* YOUR GOAL *
Throughout the material, some lines may have the word "where". Count them and give the number only.

* DATA FOR PROCESSING *
+ + + +

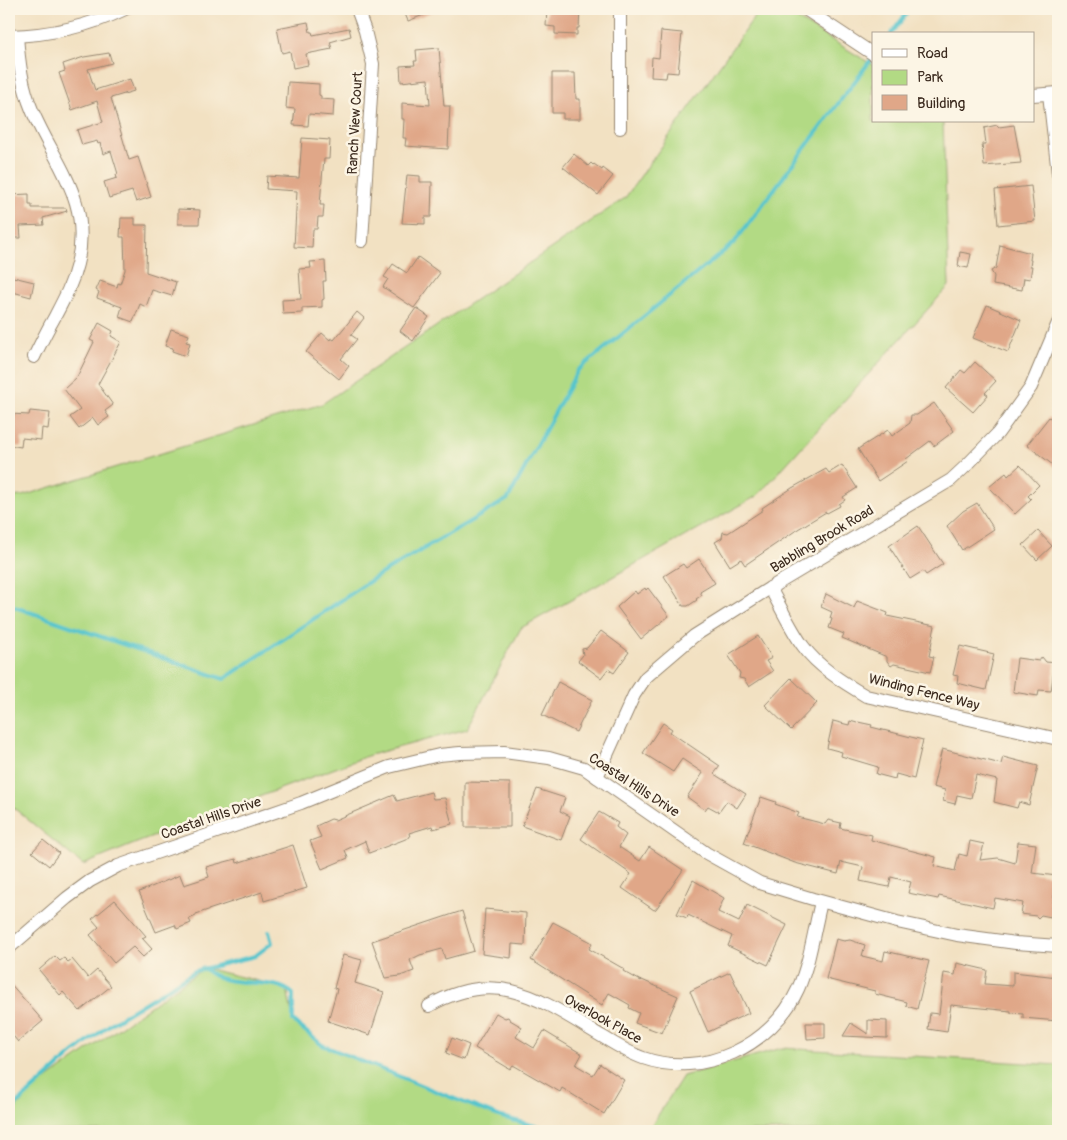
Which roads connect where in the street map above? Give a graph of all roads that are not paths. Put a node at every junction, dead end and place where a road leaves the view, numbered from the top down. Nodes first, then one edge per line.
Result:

+ + + +

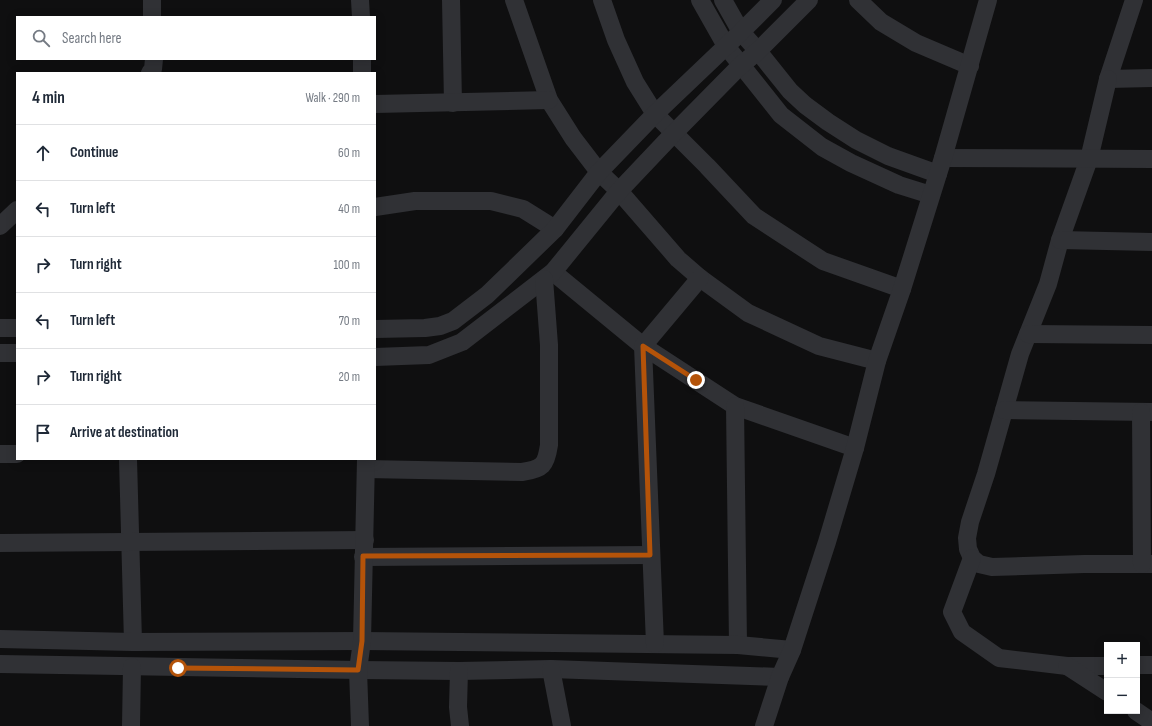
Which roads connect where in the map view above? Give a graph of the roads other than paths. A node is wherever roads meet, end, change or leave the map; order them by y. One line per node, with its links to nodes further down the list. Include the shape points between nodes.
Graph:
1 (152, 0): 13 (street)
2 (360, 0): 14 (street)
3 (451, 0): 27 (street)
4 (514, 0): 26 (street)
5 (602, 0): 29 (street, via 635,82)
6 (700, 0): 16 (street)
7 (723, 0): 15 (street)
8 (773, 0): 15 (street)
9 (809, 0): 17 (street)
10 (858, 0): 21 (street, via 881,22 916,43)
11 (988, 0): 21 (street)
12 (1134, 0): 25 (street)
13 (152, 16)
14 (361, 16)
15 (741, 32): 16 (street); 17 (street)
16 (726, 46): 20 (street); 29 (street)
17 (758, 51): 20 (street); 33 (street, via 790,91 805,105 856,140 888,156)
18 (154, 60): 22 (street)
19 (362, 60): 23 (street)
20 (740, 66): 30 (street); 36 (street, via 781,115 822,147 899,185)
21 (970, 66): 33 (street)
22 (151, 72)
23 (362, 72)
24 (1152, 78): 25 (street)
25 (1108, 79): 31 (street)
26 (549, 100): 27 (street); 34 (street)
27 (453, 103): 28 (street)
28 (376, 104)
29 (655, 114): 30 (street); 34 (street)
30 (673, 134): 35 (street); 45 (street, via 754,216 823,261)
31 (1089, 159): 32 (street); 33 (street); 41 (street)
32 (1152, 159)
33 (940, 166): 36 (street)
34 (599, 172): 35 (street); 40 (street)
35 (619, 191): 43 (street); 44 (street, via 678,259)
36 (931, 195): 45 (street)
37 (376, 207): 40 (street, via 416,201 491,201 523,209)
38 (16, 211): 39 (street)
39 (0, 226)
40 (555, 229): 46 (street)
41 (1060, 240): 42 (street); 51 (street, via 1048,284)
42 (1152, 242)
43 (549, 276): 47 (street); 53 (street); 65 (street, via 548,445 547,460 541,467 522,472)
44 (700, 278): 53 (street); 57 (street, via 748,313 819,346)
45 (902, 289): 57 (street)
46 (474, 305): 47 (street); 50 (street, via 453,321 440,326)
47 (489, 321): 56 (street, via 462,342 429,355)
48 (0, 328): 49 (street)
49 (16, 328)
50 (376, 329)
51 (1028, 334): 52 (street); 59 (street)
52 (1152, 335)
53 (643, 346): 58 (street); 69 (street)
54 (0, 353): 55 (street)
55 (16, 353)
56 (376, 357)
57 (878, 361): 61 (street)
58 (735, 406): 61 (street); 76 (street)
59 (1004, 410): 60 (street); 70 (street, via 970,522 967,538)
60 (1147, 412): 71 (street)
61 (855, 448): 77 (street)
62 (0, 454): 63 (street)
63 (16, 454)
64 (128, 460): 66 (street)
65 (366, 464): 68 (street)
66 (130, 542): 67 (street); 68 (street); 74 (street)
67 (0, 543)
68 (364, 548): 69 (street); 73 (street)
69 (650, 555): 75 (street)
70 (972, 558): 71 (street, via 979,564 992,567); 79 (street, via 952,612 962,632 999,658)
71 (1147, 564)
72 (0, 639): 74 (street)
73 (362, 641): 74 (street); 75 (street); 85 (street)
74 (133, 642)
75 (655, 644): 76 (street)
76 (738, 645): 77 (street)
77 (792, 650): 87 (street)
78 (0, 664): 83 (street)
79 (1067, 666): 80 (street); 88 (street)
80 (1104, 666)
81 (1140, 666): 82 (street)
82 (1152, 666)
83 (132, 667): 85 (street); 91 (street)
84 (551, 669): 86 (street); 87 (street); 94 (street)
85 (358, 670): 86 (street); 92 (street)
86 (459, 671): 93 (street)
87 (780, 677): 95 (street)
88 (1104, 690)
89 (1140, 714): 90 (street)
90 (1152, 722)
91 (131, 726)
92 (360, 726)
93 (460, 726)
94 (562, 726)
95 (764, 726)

+ + + +

* EXPECTED ANSWER *
2